Aéroports : trop c’est trop !

En annonçant il y a quelques semaines une augmentation de plus de 5% de ses redevances, ADP a provoqué une levée de boucliers. Vu le montant déjà exorbitant des taxes aériennes dans les aéroports français et vu le contexte économique actuel, est-il vraiment opportun d’alourdir encore la facture des consommateurs de voyages ? Car ce sont eux, bien sûr, qui paieront au final l’addition.

Les récents événements liés aux intempéries rendent la pilule encore plus difficile à passer.
Les 5 et 6 janvier derniers, la plate-forme de Roissy mais aussi les aéroports de Marseille et de Toulouse ont été paralysés par un phénomène climatique pourtant habituel : la neige.

Bilan : sur le seul aéroport de Roissy et pour la seule compagnie Air France, 150 vols annulés sur la seule journée du 5 janvier. Et plus de 2 000 personnes contraintes de dormir dans les aérogares, dans les conditions qu’on imagine.

Comment est-il possible qu’en 2009, les aéroports des principales villes françaises soient incapables de fonctionner à cause de quelques centimètres de neige ? Comment font leurs homologues à New York, Chicago, Toronto, Stockholm, Moscou… bref toutes les villes modernes qui subissent des hivers autrement plus rudes que les nôtres ? Le secrétaire d’Etat aux transports a lui-même qualifié les dysfonctionnements à Roissy « d’inacceptables » et demandé, à raison, une enquête administrative.

En ce qui concerne précisément Roissy, ces « dysfonctionnements » ne font que s’ajouter à une longue liste de griefs. Depuis des années, les professionnels du tourisme et les consommateurs dénoncent les conséquences du monopole d’ADP sur le montant des taxes aéroportuaires.

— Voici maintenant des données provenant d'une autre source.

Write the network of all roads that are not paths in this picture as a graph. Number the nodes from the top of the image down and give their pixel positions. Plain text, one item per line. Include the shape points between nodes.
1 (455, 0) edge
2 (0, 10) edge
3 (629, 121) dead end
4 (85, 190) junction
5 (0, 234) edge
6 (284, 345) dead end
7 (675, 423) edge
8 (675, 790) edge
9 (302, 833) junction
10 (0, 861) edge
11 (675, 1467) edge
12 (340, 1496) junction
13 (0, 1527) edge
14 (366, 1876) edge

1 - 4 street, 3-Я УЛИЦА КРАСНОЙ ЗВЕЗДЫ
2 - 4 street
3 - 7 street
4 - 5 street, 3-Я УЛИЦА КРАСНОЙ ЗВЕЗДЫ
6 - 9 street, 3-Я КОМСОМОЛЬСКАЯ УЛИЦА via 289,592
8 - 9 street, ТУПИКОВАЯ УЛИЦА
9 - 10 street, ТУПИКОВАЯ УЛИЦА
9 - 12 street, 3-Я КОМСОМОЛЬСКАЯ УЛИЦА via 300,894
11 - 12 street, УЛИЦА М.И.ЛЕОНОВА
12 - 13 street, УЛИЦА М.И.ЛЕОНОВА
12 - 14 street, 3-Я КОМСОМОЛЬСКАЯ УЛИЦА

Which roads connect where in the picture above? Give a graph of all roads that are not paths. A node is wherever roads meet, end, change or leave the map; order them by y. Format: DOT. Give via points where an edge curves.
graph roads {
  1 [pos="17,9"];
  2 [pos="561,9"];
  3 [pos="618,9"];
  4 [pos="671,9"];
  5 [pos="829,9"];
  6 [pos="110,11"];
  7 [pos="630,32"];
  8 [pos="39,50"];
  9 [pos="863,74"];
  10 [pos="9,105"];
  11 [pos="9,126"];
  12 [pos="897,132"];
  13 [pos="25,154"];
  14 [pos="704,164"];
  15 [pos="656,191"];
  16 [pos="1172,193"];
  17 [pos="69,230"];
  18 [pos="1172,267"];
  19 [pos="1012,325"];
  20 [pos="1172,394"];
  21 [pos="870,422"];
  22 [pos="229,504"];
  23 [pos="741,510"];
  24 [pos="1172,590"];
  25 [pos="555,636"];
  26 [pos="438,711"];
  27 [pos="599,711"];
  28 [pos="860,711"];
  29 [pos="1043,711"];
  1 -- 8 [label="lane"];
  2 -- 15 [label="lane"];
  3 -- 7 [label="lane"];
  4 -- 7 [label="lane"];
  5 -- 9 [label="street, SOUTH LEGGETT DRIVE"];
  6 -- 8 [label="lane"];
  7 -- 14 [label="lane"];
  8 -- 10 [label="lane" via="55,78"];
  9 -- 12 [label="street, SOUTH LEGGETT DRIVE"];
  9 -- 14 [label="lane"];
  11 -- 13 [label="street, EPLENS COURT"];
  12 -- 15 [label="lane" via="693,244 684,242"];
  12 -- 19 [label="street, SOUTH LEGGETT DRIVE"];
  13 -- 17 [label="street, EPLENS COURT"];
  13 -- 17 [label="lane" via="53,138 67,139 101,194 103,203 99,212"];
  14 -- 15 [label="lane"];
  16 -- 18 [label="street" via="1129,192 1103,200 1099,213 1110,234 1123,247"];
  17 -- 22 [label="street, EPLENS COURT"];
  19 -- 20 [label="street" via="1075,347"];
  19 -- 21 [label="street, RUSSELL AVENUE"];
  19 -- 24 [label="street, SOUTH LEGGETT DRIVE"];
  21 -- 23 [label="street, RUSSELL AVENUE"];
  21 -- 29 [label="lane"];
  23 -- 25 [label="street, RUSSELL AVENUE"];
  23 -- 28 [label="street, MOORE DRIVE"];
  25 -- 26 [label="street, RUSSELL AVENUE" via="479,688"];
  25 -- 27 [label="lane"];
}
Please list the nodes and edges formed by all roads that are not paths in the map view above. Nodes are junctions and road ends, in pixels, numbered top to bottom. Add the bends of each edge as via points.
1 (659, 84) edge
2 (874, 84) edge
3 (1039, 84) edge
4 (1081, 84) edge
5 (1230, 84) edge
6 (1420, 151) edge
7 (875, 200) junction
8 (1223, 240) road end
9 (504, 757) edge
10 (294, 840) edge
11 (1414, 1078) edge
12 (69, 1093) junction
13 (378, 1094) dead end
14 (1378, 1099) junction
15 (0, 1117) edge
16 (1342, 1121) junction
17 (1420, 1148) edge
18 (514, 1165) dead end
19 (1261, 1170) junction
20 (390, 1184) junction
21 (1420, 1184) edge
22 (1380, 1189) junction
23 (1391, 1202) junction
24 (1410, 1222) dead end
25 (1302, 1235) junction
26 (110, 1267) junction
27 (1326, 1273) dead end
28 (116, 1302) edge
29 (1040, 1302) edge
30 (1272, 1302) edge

Depuis des années, ils déplorent que la France offre, à travers la vitrine que constitue l’aéroport de Roissy, une image déplorable aux passagers du monde entier : locaux vétustes, organisation déficiente, galeries marchandes indigentes.

Il est grand temps que les pouvoirs publics français exigent que les aéroports, dans lesquels ils détiennent des participations, pratiquent des politiques de prix décentes pour le consommateur et une qualité de service digne de la première destination touristique mondiale.